Intracellular calcium in the fertilization and development of mammalian eggs.

1. Mammalian eggs are arrested at metaphase of their second meiotic division when ovulated and remain arrested until fertilized. The sperm delivers into the egg phospholipase C (PLC) zeta, which triggers a series of Ca(2+) spikes lasting several hours. The Ca(2+) spikes provide the necessary and sufficient trigger for all the events of fertilization, including exit from metaphase II arrest and extrusion of cortical granules that block the entry of other sperm. 2. The oscillatory Ca(2+) signal switches on calmodulin-dependent protein kinase II (CaMKII), which phosphorylates the egg-specific protein Emi2, earmarking it for degradation.

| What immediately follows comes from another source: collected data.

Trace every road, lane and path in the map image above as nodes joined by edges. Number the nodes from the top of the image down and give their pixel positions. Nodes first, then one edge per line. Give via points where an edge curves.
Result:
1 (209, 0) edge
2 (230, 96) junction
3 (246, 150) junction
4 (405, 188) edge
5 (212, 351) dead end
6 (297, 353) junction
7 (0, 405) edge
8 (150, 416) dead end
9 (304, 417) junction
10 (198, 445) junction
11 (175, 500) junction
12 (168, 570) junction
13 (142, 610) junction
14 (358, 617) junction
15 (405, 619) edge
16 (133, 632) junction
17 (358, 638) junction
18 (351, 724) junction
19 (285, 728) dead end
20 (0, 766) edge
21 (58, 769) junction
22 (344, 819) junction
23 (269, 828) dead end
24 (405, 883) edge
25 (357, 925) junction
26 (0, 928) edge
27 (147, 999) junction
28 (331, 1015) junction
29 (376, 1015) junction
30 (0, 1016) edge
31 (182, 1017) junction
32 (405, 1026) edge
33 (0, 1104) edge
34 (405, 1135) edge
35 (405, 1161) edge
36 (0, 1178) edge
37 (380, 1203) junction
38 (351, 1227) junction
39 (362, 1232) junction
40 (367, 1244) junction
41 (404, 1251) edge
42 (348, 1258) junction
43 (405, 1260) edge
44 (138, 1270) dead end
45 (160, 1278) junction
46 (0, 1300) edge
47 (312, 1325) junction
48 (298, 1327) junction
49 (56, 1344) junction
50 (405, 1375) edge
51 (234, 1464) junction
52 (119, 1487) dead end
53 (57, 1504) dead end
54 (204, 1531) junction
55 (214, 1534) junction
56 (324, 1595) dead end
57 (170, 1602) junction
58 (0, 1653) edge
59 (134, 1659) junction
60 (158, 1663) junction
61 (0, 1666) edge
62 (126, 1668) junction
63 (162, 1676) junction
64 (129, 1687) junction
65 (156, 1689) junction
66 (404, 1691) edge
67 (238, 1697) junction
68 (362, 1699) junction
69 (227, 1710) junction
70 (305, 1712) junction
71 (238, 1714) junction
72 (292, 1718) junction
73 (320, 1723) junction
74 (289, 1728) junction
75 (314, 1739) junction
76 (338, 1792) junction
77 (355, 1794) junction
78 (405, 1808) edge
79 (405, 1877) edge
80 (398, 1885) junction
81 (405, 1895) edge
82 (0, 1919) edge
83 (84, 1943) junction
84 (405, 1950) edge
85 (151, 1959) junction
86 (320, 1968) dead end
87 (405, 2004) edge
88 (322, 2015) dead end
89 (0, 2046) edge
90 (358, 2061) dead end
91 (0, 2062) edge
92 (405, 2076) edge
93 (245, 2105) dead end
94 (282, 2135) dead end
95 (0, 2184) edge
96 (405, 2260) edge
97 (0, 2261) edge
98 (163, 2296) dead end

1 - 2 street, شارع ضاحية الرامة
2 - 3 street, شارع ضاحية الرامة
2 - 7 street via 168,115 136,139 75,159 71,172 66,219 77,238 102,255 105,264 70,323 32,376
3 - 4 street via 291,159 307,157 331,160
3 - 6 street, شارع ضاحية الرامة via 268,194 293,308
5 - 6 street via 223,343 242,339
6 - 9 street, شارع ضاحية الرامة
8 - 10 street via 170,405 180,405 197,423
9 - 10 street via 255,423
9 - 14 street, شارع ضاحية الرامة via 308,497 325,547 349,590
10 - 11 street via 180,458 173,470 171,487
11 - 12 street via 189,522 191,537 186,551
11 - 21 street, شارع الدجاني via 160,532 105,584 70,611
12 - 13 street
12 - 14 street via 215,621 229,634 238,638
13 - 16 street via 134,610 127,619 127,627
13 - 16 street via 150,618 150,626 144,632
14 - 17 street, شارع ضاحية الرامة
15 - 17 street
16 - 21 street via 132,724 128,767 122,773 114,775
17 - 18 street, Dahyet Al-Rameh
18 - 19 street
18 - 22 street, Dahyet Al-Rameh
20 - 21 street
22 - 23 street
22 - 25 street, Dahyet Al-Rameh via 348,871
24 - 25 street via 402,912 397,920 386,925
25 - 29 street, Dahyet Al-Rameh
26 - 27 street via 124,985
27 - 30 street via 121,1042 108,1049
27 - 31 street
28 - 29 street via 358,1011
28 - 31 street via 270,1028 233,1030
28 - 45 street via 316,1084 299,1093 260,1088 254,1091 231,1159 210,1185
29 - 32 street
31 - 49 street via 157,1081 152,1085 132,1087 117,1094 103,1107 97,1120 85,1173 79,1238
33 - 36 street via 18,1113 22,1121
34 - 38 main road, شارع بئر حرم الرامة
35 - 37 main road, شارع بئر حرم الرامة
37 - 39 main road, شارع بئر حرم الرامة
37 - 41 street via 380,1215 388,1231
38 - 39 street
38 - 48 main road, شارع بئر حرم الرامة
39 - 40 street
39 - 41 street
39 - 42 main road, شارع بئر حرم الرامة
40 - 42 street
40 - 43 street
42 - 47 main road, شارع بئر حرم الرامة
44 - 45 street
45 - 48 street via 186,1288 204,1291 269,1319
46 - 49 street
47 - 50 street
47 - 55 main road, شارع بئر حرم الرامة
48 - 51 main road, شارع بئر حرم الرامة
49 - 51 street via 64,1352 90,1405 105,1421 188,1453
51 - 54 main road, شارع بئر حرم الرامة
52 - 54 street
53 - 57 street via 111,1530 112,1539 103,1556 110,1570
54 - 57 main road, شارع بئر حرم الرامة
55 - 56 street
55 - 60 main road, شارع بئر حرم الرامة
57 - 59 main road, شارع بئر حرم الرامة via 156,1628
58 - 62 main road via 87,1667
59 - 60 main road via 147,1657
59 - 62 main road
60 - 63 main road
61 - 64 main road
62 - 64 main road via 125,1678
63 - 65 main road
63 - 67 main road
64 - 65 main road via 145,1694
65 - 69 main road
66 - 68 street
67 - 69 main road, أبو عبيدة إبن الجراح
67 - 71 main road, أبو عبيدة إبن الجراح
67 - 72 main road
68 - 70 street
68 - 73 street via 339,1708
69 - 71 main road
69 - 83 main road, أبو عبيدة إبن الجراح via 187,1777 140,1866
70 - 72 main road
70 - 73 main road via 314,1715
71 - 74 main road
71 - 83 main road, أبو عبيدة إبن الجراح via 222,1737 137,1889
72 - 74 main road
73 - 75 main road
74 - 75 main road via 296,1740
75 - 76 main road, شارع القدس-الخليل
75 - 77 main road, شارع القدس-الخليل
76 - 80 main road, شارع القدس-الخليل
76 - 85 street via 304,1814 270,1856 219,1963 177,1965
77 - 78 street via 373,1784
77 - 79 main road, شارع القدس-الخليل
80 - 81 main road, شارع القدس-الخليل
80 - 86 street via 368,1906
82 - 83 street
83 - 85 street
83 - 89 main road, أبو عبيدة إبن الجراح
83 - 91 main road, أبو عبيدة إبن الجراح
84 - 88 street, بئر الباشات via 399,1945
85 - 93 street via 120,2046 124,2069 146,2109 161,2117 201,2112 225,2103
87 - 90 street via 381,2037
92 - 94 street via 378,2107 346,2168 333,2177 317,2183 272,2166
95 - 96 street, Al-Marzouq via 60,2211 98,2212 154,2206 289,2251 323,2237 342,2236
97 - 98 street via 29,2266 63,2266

To remain metaphase II arrested, eggs must maintain high levels of maturation-promoting factor (MPF) activity, a heterodimer of CDK1 and cyclin B1. Emi2 prevents loss of MPF by blocking cyclin B1 degradation, a process that is achieved by inhibiting the activity of the anaphase-promoting complex/cyclosome. However, CaMKII is not the primary initiator in the extrusion of cortical granules. 3. Ca(2+) spiking is also observed in mitosis of one-cell embryos, probably because PLCzeta contains a nuclear localization signal and so is released into the cytoplasm following nuclear envelope breakdown. The function of these mitotic Ca(2+) spikes remains obscure, although they are not absolutely required for passage through mitosis. 4. Intriguingly, the pattern of Ca(2+) spikes observed at fertilization has an effect on both pre- and postimplantation development in a manner that is independent of their ability to activate eggs. This suggests that the Ca(2+) spikes set in train at fertilization are having effects on processes initiated in the newly fertilized egg but whose influences are only observed several cell divisions later. The nature of the signals remains little explored, but their importance is clear and so warrants further investigation.